───── Material shown
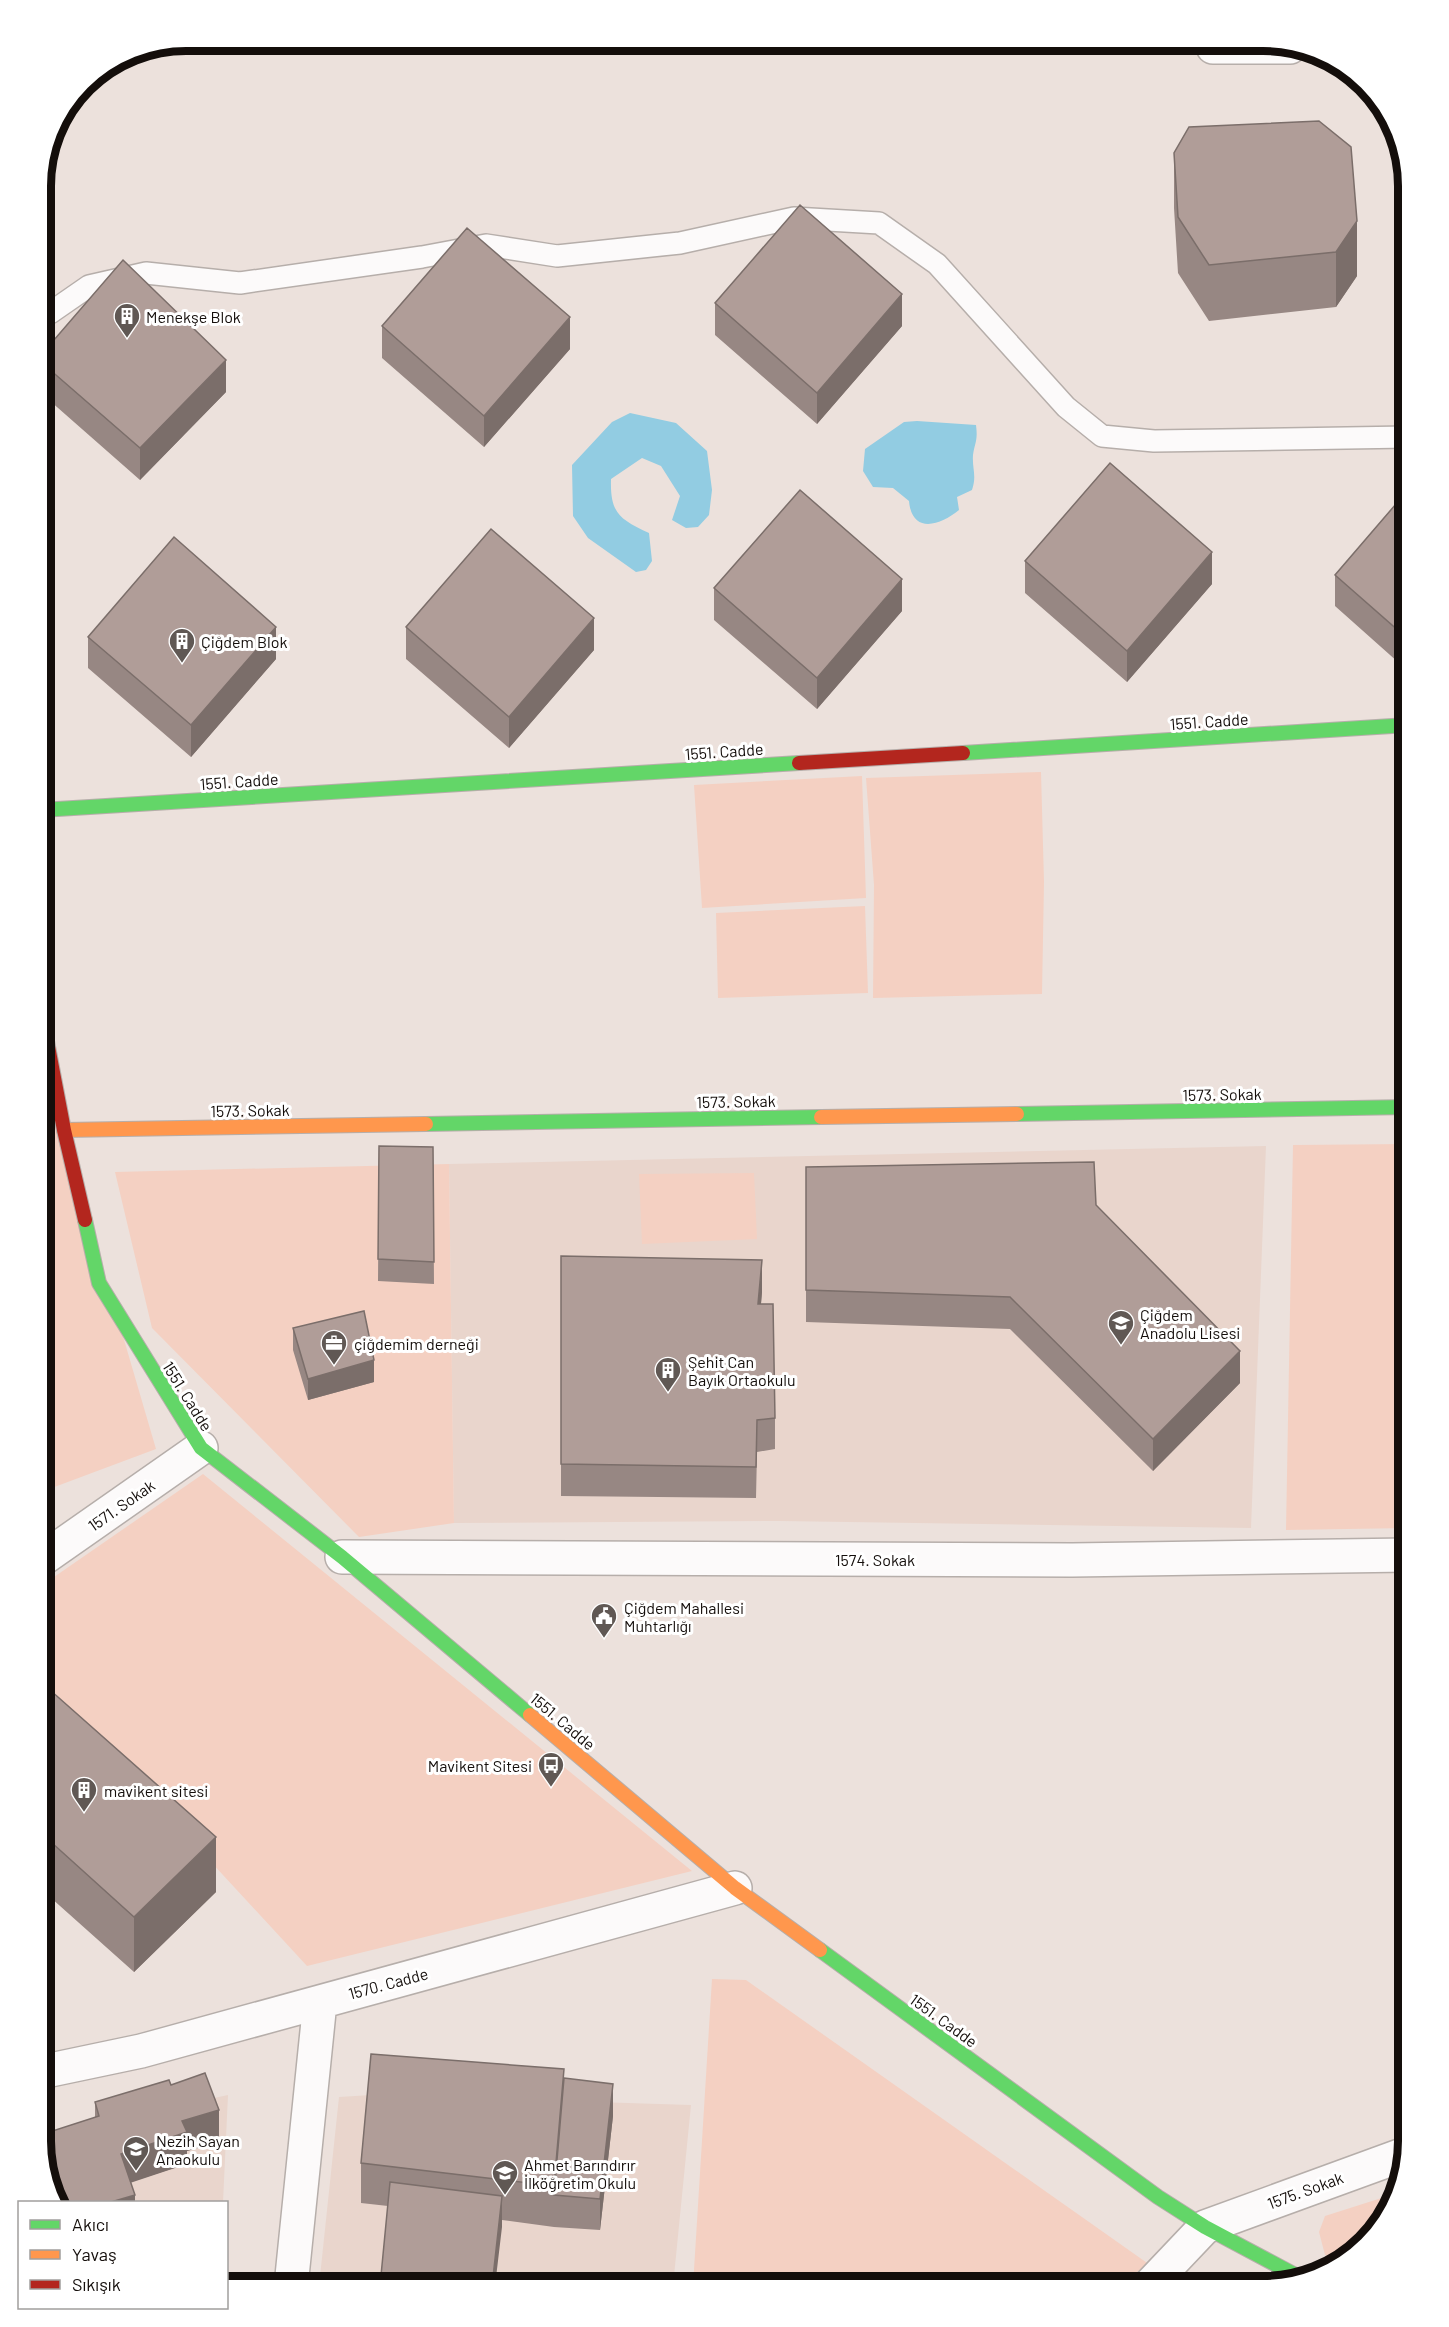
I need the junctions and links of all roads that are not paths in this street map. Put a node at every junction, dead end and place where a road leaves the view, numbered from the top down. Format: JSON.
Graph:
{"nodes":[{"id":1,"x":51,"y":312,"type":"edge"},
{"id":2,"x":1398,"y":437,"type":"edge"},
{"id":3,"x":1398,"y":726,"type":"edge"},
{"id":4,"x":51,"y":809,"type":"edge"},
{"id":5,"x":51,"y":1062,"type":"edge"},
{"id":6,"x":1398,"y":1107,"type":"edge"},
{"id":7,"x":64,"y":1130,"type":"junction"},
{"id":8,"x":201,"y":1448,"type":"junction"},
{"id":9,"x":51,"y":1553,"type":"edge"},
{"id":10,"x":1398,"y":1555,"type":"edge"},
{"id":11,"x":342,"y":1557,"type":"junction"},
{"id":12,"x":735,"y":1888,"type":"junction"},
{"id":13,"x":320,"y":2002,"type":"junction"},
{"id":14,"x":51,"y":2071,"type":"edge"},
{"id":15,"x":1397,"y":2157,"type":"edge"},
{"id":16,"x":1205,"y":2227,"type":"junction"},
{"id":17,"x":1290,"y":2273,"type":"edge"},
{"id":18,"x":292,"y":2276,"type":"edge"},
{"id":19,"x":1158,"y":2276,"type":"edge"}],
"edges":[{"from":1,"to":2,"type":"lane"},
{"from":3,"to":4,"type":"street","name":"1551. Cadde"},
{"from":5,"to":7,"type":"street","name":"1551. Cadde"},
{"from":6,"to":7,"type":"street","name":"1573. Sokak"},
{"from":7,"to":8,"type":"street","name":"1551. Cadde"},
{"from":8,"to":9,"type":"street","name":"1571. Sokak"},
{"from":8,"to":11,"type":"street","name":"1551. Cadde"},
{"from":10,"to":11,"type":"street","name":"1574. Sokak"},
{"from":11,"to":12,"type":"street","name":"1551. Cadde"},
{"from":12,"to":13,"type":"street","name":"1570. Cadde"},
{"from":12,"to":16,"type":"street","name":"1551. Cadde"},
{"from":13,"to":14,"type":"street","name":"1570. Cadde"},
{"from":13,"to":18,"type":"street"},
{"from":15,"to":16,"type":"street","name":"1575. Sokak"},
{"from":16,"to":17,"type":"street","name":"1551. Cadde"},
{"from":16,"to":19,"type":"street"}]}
──────────
───── Material shown
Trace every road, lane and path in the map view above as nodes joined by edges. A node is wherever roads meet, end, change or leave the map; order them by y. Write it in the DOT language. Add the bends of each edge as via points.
──────────
- Requirement: Your response should be the lines of the entries above that include the string "view".

- Answer space:
I need the junctions and links of all roads that are not paths in this street map. Put a node at every junction, dead end and place where a road leaves the view, numbered from the top down. Format: JSON.
Trace every road, lane and path in the map view above as nodes joined by edges. A node is wherever roads meet, end, change or leave the map; order them by y. Write it in the DOT language. Add the bends of each edge as via points.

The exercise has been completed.